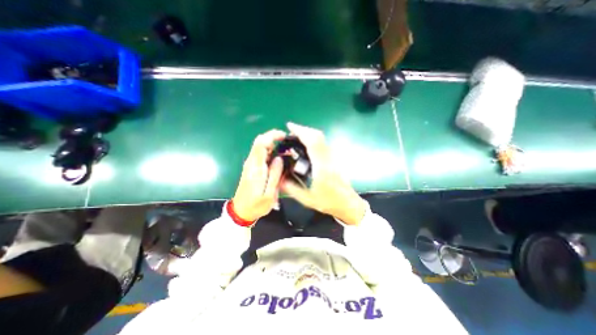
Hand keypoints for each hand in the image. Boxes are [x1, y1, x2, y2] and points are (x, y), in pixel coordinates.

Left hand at [233, 130, 285, 222]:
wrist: (241, 212)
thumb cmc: (256, 205)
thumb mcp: (269, 193)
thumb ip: (274, 175)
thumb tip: (279, 158)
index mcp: (256, 168)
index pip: (261, 143)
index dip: (272, 136)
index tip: (284, 136)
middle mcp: (251, 163)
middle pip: (259, 142)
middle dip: (273, 138)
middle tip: (288, 144)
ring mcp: (250, 165)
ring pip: (260, 147)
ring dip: (273, 145)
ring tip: (286, 151)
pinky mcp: (251, 168)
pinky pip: (261, 155)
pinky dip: (270, 152)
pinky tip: (278, 158)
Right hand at [281, 122, 367, 225]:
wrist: (347, 202)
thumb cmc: (328, 202)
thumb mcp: (306, 199)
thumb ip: (291, 188)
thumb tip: (279, 178)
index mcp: (321, 167)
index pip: (313, 142)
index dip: (301, 131)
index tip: (290, 126)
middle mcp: (328, 158)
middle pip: (318, 136)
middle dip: (303, 130)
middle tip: (291, 131)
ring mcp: (333, 157)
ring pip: (321, 139)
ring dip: (308, 134)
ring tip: (296, 137)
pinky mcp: (334, 158)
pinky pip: (323, 143)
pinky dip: (313, 140)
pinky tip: (306, 145)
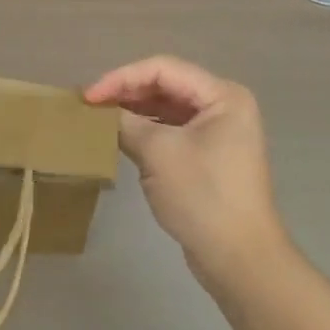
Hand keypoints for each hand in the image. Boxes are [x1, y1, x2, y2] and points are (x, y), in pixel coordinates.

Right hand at [86, 55, 289, 291]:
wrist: (239, 259)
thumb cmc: (202, 196)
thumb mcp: (158, 153)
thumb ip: (126, 123)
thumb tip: (100, 113)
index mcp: (222, 96)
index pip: (163, 69)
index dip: (122, 78)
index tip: (89, 97)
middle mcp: (223, 106)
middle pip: (166, 85)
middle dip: (127, 93)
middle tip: (90, 106)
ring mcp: (218, 132)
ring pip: (167, 108)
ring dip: (134, 111)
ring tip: (100, 119)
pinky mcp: (209, 156)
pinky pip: (172, 131)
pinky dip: (146, 131)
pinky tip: (120, 137)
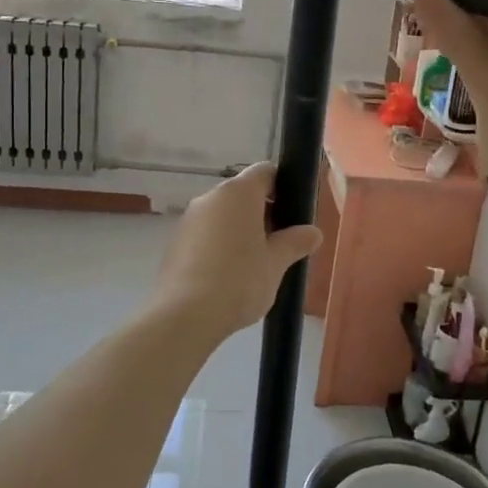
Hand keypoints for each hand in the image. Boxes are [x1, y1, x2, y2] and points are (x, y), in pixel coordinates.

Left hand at [152, 162, 321, 342]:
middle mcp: (210, 197)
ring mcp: (188, 219)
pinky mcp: (174, 242)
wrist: (185, 316)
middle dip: (262, 214)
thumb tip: (313, 232)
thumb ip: (295, 243)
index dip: (282, 187)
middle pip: (242, 194)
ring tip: (253, 265)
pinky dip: (218, 246)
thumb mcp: (276, 264)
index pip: (265, 172)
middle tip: (278, 245)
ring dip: (239, 231)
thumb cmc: (239, 281)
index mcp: (238, 193)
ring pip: (222, 215)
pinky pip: (204, 234)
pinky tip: (226, 276)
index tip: (292, 214)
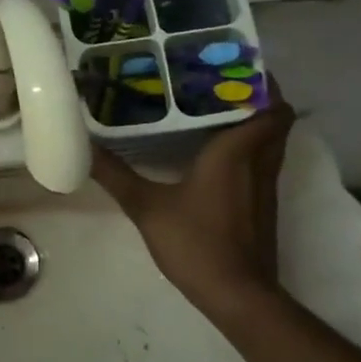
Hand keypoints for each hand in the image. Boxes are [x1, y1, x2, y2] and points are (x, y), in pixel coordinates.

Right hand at [91, 85, 293, 315]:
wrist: (238, 294)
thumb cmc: (196, 243)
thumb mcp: (147, 207)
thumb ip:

== Exercise instructions ==
Give the listing again word for word. Skip any pictures.

== Response area ==
Hand keypoints for each hand in the image. Boxes are [x1, y1, x2, y2] and points are (x, y), in pixel coordinates.

Left hand at [233, 130, 285, 222]:
wrist: (241, 212)
thumb cmc: (256, 205)
thumb mcp: (269, 193)
thumb ip: (274, 175)
thumb tip: (279, 158)
index mcp: (256, 168)
index pip: (261, 143)
index dip: (272, 136)
index tip: (284, 136)
middle mcp: (251, 163)
middle pip: (259, 142)
middle dip: (273, 138)
middle tip: (288, 144)
ring mcp: (250, 165)
ring pip: (260, 147)
ring dip: (273, 145)
ring tip: (286, 151)
pinky mcp: (251, 168)
pinky pip: (261, 155)
pinky dip: (270, 152)
pinky tip: (278, 158)
Right hand at [281, 122, 367, 225]:
wrist: (347, 202)
thumb cmc: (328, 202)
thumb mcp: (306, 199)
thumb ip: (291, 188)
thumb tip: (279, 178)
index mcp: (321, 167)
index pip: (313, 142)
index dip: (301, 131)
index tip: (290, 126)
middle mcp: (328, 158)
middle pip: (318, 136)
middle dip: (303, 130)
middle tip: (291, 131)
ring mcp: (333, 157)
ring pip: (321, 139)
ring dip: (308, 134)
ring tip: (296, 137)
pinky mcp: (334, 158)
pinky pip: (323, 143)
pinky dip: (313, 140)
pinky tip: (306, 145)
Hand keypoints for each hand in the image. Boxes are [x1, y1, x2, y2] and points are (x, y), in pixel coordinates.

Right hand at [86, 55, 289, 291]:
wrist: (239, 259)
thumb cmc: (202, 196)
thumb mcp: (158, 153)
thumb ip: (126, 123)
thumb tip: (100, 113)
index mcp: (222, 96)
index pip: (163, 69)
index dip: (122, 78)
index tip: (89, 97)
middle mcp: (223, 106)
middle pip: (166, 85)
middle dip: (127, 93)
middle tip: (90, 106)
ring mcp: (218, 132)
ring pip: (167, 108)
ring dip: (134, 111)
ring tip: (100, 119)
pinky mcp: (209, 156)
pinky pip: (172, 131)
pinky dip: (146, 131)
pinky tip: (120, 137)
Hand keypoints for each hand in the image. Boxes are [x1, y1, x2, y2] and points are (x, y), in pixel coordinates.

Left hand at [152, 162, 321, 342]:
middle mcp: (210, 197)
ring mcp: (188, 219)
pinky mcp: (174, 242)
wrist: (185, 316)
middle dip: (262, 214)
thumb tip: (313, 232)
thumb ip: (295, 243)
index dip: (282, 187)
middle pip: (242, 194)
ring tip: (253, 265)
pinky dip: (218, 246)
thumb mcp: (276, 264)
index pip: (265, 172)
middle tip: (278, 245)
ring dip: (239, 231)
thumb cmc: (239, 281)
index mcp: (238, 193)
ring pip: (222, 215)
pinky pip: (204, 234)
pinky tip: (226, 276)
index tip: (292, 214)
Hand keypoints for each hand in the image. Boxes are [x1, y1, x2, y2] and points are (x, y), in pixel coordinates.

Right hand at [91, 85, 293, 315]:
wrist: (238, 294)
thumb cmc: (196, 243)
thumb mcp: (147, 207)
thumb ip:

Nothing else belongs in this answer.